> Source information:
<<<<

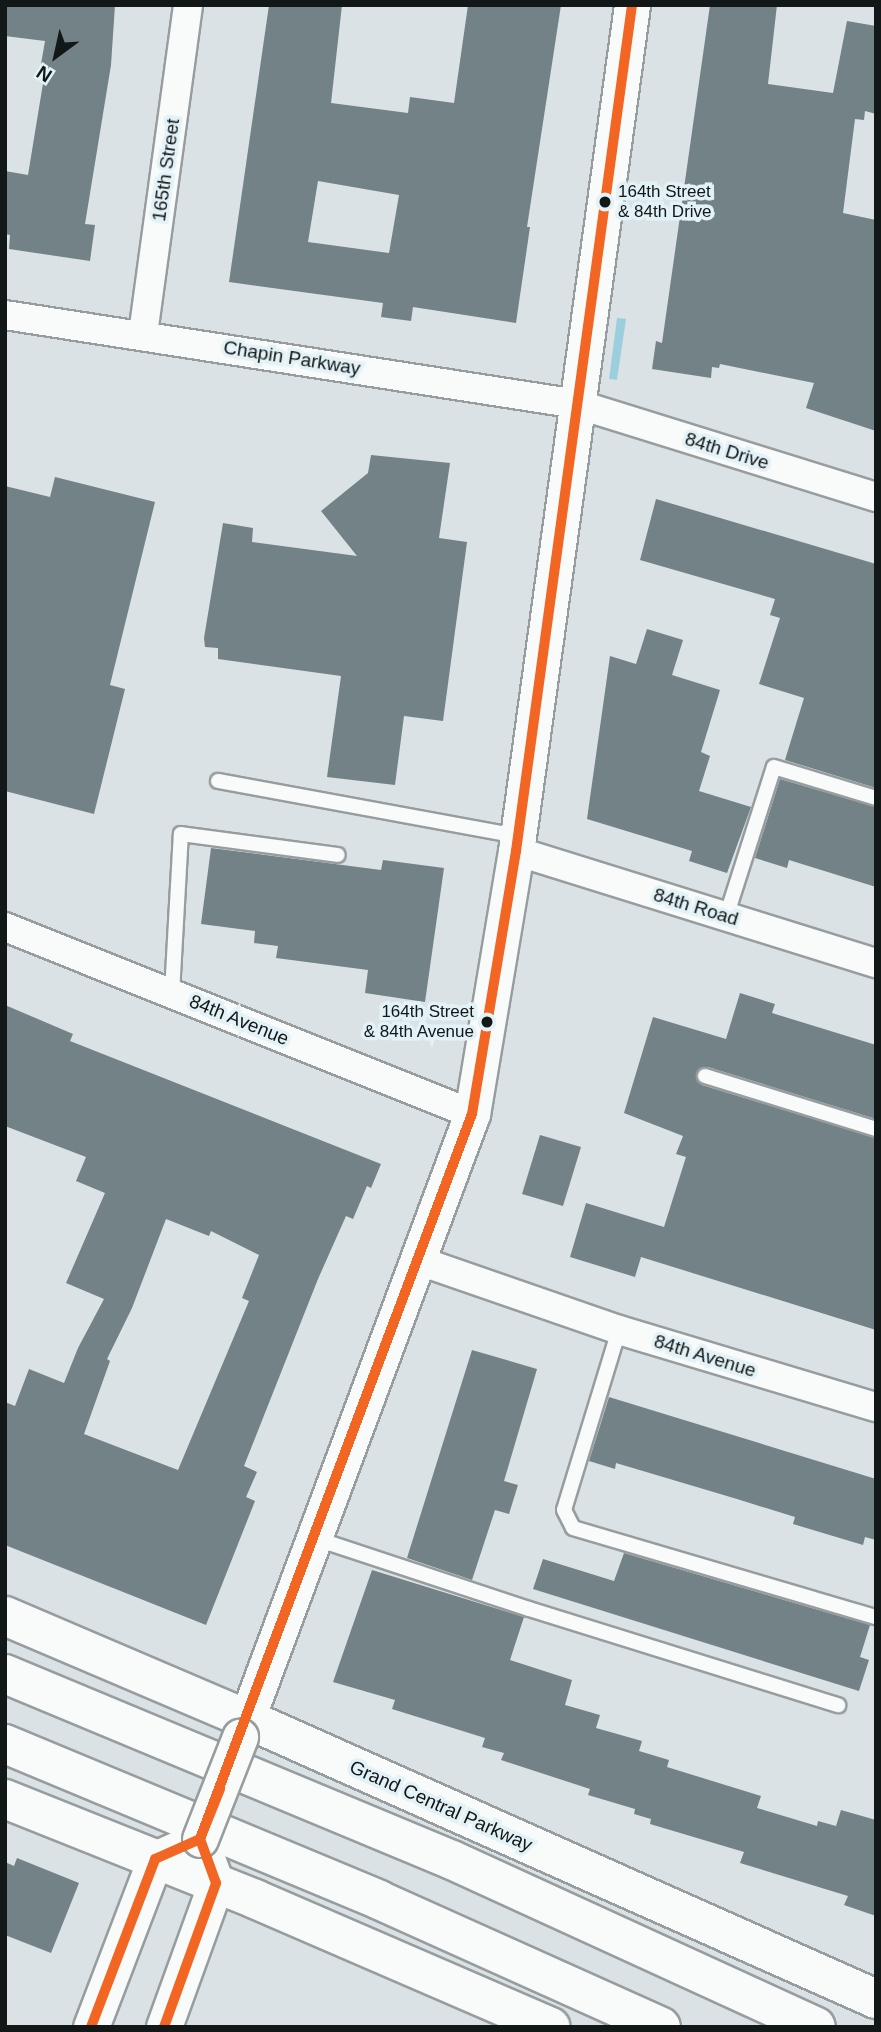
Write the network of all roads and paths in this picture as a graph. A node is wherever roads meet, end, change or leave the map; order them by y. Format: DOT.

>>>>
<<<<

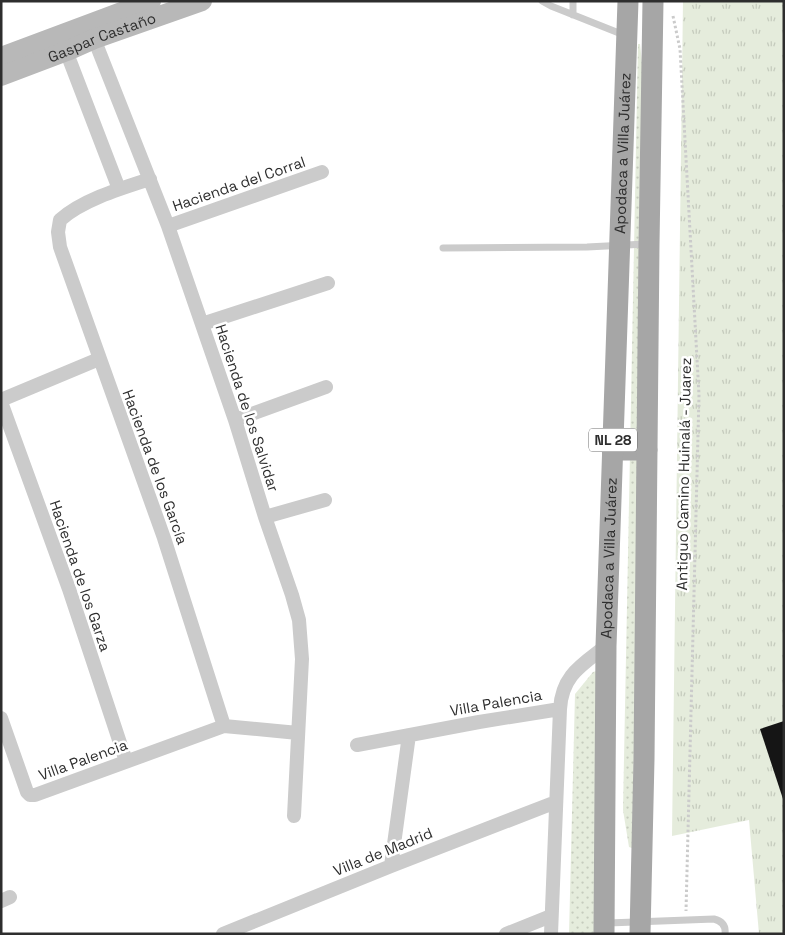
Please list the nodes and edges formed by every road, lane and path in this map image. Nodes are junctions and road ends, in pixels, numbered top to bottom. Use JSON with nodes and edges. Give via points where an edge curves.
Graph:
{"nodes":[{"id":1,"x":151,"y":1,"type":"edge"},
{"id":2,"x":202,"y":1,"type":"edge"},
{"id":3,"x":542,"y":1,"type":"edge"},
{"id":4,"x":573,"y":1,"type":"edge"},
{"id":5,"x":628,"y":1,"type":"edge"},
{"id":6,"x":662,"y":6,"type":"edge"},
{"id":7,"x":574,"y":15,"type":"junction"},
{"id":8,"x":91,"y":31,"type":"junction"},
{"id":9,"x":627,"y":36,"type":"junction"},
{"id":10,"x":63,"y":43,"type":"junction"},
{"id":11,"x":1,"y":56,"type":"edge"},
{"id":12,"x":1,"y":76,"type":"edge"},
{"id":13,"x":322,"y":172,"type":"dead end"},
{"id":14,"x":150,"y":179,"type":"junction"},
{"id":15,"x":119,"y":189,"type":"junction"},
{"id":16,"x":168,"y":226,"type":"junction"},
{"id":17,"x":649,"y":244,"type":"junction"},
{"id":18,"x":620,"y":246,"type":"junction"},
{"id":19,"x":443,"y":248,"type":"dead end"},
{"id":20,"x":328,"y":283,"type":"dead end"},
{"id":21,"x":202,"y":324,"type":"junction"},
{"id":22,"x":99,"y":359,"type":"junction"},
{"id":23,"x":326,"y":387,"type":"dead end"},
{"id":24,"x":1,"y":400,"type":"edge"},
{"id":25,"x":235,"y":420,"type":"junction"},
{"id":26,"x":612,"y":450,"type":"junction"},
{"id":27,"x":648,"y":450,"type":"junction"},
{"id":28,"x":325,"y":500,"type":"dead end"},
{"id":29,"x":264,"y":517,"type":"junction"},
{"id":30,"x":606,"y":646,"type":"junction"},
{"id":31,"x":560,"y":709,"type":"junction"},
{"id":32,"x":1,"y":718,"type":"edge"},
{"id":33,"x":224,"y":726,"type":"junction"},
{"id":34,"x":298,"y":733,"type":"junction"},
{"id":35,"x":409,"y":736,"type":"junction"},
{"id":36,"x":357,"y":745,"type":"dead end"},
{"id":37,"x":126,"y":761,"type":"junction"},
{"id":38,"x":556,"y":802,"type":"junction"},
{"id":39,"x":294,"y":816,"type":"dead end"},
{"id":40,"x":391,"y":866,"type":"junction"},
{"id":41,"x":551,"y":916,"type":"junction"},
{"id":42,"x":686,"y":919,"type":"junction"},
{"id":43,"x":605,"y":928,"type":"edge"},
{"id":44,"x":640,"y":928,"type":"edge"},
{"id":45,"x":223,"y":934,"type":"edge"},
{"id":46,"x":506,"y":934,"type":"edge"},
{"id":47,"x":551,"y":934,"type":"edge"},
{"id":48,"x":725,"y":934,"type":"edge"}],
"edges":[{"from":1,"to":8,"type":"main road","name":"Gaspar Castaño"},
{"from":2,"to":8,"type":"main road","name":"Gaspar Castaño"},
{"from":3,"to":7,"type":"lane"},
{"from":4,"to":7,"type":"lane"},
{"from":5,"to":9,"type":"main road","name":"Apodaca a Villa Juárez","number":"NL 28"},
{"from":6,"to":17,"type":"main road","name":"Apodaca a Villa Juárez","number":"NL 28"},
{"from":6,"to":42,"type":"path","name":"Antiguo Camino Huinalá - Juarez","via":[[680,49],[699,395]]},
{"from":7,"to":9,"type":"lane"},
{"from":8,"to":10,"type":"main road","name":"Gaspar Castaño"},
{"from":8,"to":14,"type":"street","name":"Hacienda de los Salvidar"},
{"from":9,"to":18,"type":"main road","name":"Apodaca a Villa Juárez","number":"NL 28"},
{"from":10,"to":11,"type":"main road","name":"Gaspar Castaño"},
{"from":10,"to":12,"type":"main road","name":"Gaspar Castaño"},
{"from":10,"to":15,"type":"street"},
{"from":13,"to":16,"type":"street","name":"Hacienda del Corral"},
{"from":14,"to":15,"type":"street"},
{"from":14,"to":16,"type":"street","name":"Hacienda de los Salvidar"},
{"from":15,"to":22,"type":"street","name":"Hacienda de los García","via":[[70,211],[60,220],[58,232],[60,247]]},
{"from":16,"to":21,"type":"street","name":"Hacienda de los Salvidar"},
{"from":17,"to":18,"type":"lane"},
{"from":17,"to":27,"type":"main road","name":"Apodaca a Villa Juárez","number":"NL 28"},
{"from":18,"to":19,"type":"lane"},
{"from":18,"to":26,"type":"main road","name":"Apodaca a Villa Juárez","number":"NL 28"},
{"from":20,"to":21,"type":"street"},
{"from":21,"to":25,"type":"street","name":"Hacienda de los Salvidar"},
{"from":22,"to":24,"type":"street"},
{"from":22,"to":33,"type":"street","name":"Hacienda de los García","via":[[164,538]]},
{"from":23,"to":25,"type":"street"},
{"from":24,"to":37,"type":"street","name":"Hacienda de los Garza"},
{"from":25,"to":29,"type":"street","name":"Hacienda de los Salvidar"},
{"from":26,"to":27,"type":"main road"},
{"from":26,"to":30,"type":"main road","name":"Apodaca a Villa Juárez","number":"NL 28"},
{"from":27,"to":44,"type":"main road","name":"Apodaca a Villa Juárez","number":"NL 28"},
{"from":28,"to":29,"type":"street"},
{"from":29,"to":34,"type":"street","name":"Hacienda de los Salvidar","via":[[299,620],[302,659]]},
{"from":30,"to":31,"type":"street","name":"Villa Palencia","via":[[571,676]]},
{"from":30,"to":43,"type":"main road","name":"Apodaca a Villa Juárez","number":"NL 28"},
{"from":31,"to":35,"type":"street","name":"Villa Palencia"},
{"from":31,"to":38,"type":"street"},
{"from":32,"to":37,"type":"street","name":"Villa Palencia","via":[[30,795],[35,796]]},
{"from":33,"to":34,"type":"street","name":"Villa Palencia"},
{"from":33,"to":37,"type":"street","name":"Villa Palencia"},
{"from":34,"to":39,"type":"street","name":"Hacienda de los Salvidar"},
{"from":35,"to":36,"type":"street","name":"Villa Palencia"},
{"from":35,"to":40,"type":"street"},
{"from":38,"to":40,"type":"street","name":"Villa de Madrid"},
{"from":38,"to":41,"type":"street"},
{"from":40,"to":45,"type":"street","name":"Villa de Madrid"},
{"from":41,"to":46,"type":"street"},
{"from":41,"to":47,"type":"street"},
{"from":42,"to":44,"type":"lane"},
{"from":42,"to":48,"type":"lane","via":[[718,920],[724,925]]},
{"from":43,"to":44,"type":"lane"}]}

>>>>

Copy each line above holding "this".

> Solved exercise:
Write the network of all roads and paths in this picture as a graph. A node is wherever roads meet, end, change or leave the map; order them by y. Format: DOT.
Please list the nodes and edges formed by every road, lane and path in this map image. Nodes are junctions and road ends, in pixels, numbered top to bottom. Use JSON with nodes and edges. Give via points where an edge curves.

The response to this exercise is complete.